Deliveroo kicks off $3.29b IPO, London’s biggest this year

LONDON- Food-delivery start-up Deliveroo Holdings has started taking investor orders in a share sale of as much as £1.77 billion (S$3.29 billion), marking the largest initial public offering in the UK since September.

Deliveroo is selling shares at £3.90 to £4.60 apiece, according to a statement on Monday (March 22), valuing the company at £7.6 billion to £8.8 billion.

The offering is the biggest float on the London Stock Exchange since THG’s £1.88 billion offering in September, according to data compiled by Bloomberg.  The company will take investor orders through March 30, with the stock set to start trading a day after, according to terms seen by Bloomberg.

The company plans to sell as many as 384.6 million shares, an amount that could rise by as much as 10 per cent if there’s enough demand.

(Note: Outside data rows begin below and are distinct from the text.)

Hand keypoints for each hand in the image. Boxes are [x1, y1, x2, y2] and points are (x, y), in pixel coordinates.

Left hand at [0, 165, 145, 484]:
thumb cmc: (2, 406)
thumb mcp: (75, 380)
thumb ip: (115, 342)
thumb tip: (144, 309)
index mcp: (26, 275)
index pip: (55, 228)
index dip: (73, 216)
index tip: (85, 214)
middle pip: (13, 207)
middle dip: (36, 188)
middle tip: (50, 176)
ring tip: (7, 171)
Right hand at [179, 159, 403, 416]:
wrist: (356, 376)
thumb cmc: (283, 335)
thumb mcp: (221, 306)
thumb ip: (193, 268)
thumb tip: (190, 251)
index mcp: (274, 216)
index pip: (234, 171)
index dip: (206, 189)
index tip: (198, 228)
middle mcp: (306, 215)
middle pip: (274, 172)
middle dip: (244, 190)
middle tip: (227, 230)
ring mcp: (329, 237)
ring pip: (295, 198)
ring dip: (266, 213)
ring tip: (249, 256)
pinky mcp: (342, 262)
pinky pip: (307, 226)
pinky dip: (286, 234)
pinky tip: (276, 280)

Besides the £1 billion of new shares the company aims to sell, existing shareholders will also sell stock in the IPO, the company said. The company plans to to invest its proceeds to fuel growth.

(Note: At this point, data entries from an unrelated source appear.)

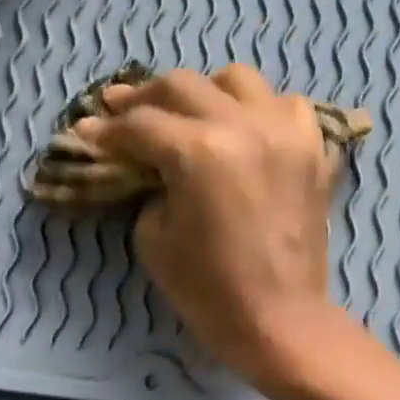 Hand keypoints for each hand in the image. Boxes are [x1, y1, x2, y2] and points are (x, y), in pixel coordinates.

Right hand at [72, 65, 356, 397]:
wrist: (279, 320)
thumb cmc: (208, 290)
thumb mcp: (153, 238)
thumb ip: (146, 185)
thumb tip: (142, 160)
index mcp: (198, 152)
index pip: (140, 124)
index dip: (107, 129)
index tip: (87, 132)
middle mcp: (243, 126)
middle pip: (182, 85)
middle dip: (143, 98)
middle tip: (121, 110)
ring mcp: (285, 132)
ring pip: (236, 80)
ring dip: (203, 92)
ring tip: (187, 115)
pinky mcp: (312, 149)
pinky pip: (284, 105)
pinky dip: (258, 110)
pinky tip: (243, 130)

Deliveroo is coming to the market at a time coronavirus restrictions have caused soaring demand for food delivery. Gross transaction value – the total value of purchases on its platform – rose 121 per cent in January and February versus the same period last year, the company said on Monday, after a 64 per cent increase in 2020.

“Bringing the food category online represents an enormous market opportunity,” it said, adding that less than one of 21 meals a week, including breakfast lunch and dinner, takes place online now.

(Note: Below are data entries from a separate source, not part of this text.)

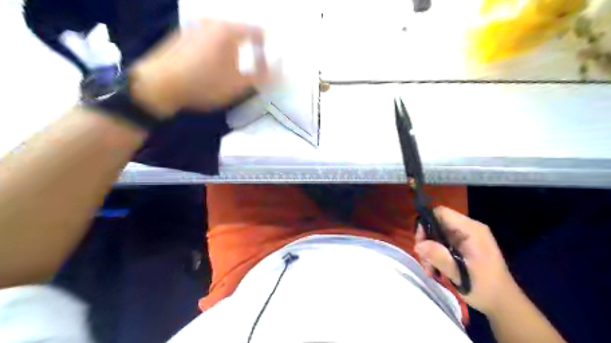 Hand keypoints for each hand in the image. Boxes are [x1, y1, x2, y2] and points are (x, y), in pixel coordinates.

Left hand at [128, 20, 267, 118]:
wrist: (159, 85)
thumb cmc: (205, 84)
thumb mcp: (239, 84)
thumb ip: (263, 75)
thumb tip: (280, 69)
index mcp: (229, 30)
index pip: (259, 32)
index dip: (269, 46)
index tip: (273, 60)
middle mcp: (212, 21)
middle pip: (241, 31)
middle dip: (252, 47)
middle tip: (257, 64)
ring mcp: (195, 26)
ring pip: (224, 35)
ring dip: (235, 48)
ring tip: (237, 66)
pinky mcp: (183, 35)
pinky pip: (210, 38)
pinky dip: (219, 48)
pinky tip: (215, 64)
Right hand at [415, 205, 513, 314]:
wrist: (504, 304)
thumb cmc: (485, 287)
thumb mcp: (459, 274)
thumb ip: (438, 256)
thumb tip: (418, 245)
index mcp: (471, 230)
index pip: (441, 213)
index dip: (426, 223)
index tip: (421, 243)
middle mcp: (468, 229)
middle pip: (436, 224)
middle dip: (427, 242)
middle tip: (424, 261)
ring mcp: (466, 237)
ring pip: (437, 235)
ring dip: (430, 251)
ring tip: (431, 271)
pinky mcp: (464, 245)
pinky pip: (443, 243)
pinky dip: (436, 255)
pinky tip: (436, 270)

Its shareholders include Amazon.com, which holds a 16 per cent stake, venture capital firms DST Global and Index Ventures, which own about 10 per cent each, and US mutual-fund company T. Rowe Price Group with a 8.1 per cent interest.

Deliveroo is listing with two classes of shares, which will give chief executive officer Will Shu outsized voting rights for three years. The offering comes after a government-backed report this month made a slew of recommendations to reform UK listing rules, including allowing such governance structures on the premium segment of the LSE, but it could be months before these are implemented.

The proposals are part of London’s attempts to retain its clout as a major financial centre in a post-Brexit world and attract fast-growth technology firms to its stock exchange. About £4.8 billion has been raised this year in the City through IPOs, according to data compiled by Bloomberg.

Goldman Sachs Group and JPMorgan Chase  are joint global coordinators on the offering, while Bank of America, Citigroup, Jefferies and Numis Securities are joint bookrunners.